Friday, September 3, 2004

Bumped into quite a few friends recently. One i met onlong the road and i recognised a face. Actually, to be more exact, recognised a face containing the facial expresion of recognition. Seeing such a face prompts me to think back and remember that the girl and i was in the same primary school. Well, don't remember her name or anything about her, so didn't really exchange more than pointing, smiling and saying "eh...".



Another i met in the mrt to the stoopid interview yesterday. This face i recognised. The unmistakable constant sub-conscious nodding was not difficult to miss. But again i do not know the name. Met him a couple months back in a small magic tournament. Played him once or twice, but never really got his name.



Also yesterday, i met up with roy. I didn't see him approaching at all. was busy with other stuff. Chat up with him abit. Been quite awhile since i last saw him. CCNA, good job, good money. We did come up with an unusual topic. He asked whether i would leave sg to live in au. He said he would if his parents would go with him. I thought abit and i replied that i loved sg and i wanted to do reservice.



Considering that these few weeks i've been thinking that if ever there was a job that required me to go overseas and maybe even into the middle of a war and that i'll gladly take it, my answer was rather contradicting.

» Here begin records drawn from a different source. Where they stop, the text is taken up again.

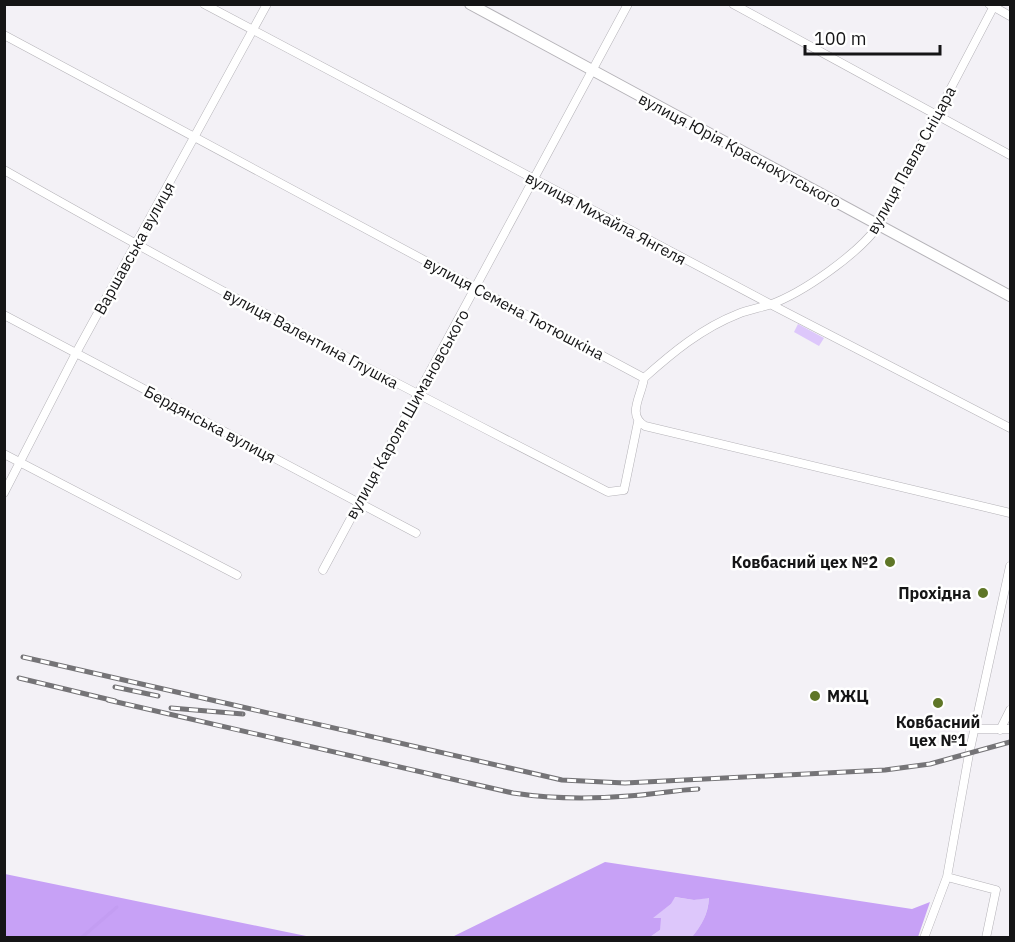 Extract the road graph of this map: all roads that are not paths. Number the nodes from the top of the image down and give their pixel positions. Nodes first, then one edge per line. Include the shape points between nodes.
1 (204, 4) edge
2 (267, 4) edge
3 (470, 4) edge
4 (628, 4) edge
5 (733, 4) edge
6 (992, 5) edge
7 (1011, 16) edge
8 (253, 31) junction
9 (4, 35) edge
10 (593, 70) junction
11 (936, 115) junction
12 (195, 137) junction
13 (1011, 155) edge
14 (4, 170) edge
15 (534, 180) junction
16 (879, 225) junction
17 (135, 245) junction
18 (476, 286) junction
19 (1011, 296) edge
20 (770, 304) junction
21 (4, 315) edge
22 (76, 353) junction
23 (644, 378) junction
24 (418, 394) junction
25 (638, 422) junction
26 (1011, 428) edge
27 (4, 454) edge
28 (20, 462) junction
29 (4, 493) edge
30 (358, 502) junction
31 (1011, 513) edge
32 (416, 533) dead end
33 (1011, 566) edge
34 (323, 570) dead end
35 (237, 575) dead end
36 (1011, 710) edge
37 (974, 729) junction
38 (1011, 729) edge
39 (1000, 730) junction
40 (947, 877) junction
41 (924, 938) edge
42 (986, 938) edge

1 - 8 street, вулиця Михайла Янгеля
2 - 8 street, Варшавська вулиця
3 - 10 street, вулиця Юрія Краснокутського
4 - 10 street, вулиця Кароля Шимановського
5 - 11 street
6 - 7 street
6 - 11 street, вулиця Павла Сніцара
8 - 12 street, Варшавська вулиця
8 - 15 street, вулиця Михайла Янгеля
9 - 12 street, вулиця Семена Тютюшкіна
10 - 15 street, вулиця Кароля Шимановського
10 - 16 street, вулиця Юрія Краснокутського
11 - 13 street
11 - 16 street, вулиця Павла Сніцара
12 - 17 street, Варшавська вулиця
12 - 18 street, вулиця Семена Тютюшкіна
14 - 17 street, вулиця Валентина Глушка
15 - 18 street, вулиця Кароля Шимановського
15 - 20 street, вулиця Михайла Янгеля
16 - 19 street, вулиця Юрія Краснокутського
16 - 20 street, вулиця Павла Сніцара via 860,246 824,273
17 - 22 street, Варшавська вулиця
17 - 24 street, вулиця Валентина Глушка
18 - 23 street, вулиця Семена Тютюшкіна
18 - 24 street, вулиця Кароля Шимановського
20 - 23 street, вулиця Павла Сніцара via 737,314 688,341
20 - 26 street, вулиця Михайла Янгеля
21 - 22 street, Бердянська вулиця
22 - 28 street, Варшавська вулиця
22 - 30 street, Бердянська вулиця
23 - 25 street via 636,405
24 - 25 street, вулиця Валентина Глушка via 608,492 624,490
24 - 30 street, вулиця Кароля Шимановського
25 - 31 street via 654,429
27 - 28 street
28 - 29 street, Варшавська вулиця
28 - 35 street
30 - 32 street, Бердянська вулиця
30 - 34 street, вулиця Кароля Шимановського
33 - 37 street
36 - 39 street
37 - 39 street
37 - 40 street
38 - 39 street
40 - 41 street
40 - 42 street via 996,890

What do i really love about sg? other than security and safety, there isn't much. what don't i like about sg? its politics (ah, but i dislike politics everywhere not just sg), its competitive life (meritocracy is good, but still...), its high cost of living, its sheltered perceptions of the people (do not ask me to elaborate this), and our rising obnoxious behavior (i learned of this from close honest foreign friends). If i were to weigh all these options on a scale, i would be au now.



Perhaps the difference between 'taking a job that would make me live out of sg' and 'going out of sg to live' lies in the source of initiation. I would not initiate a change of country, unless the environment requires me to. I'm not a person who would advocate changes to my life, i like things to remain the way they are for a long time. But that does not mean that i do not adapt to changes. It only means, i would adapt if forced to change, but untouched, i would remain the same. i am a reactive person. i want to do reservice, not because i am patriotic, but because i not changing anything anytime soon, unless the environment requires me to.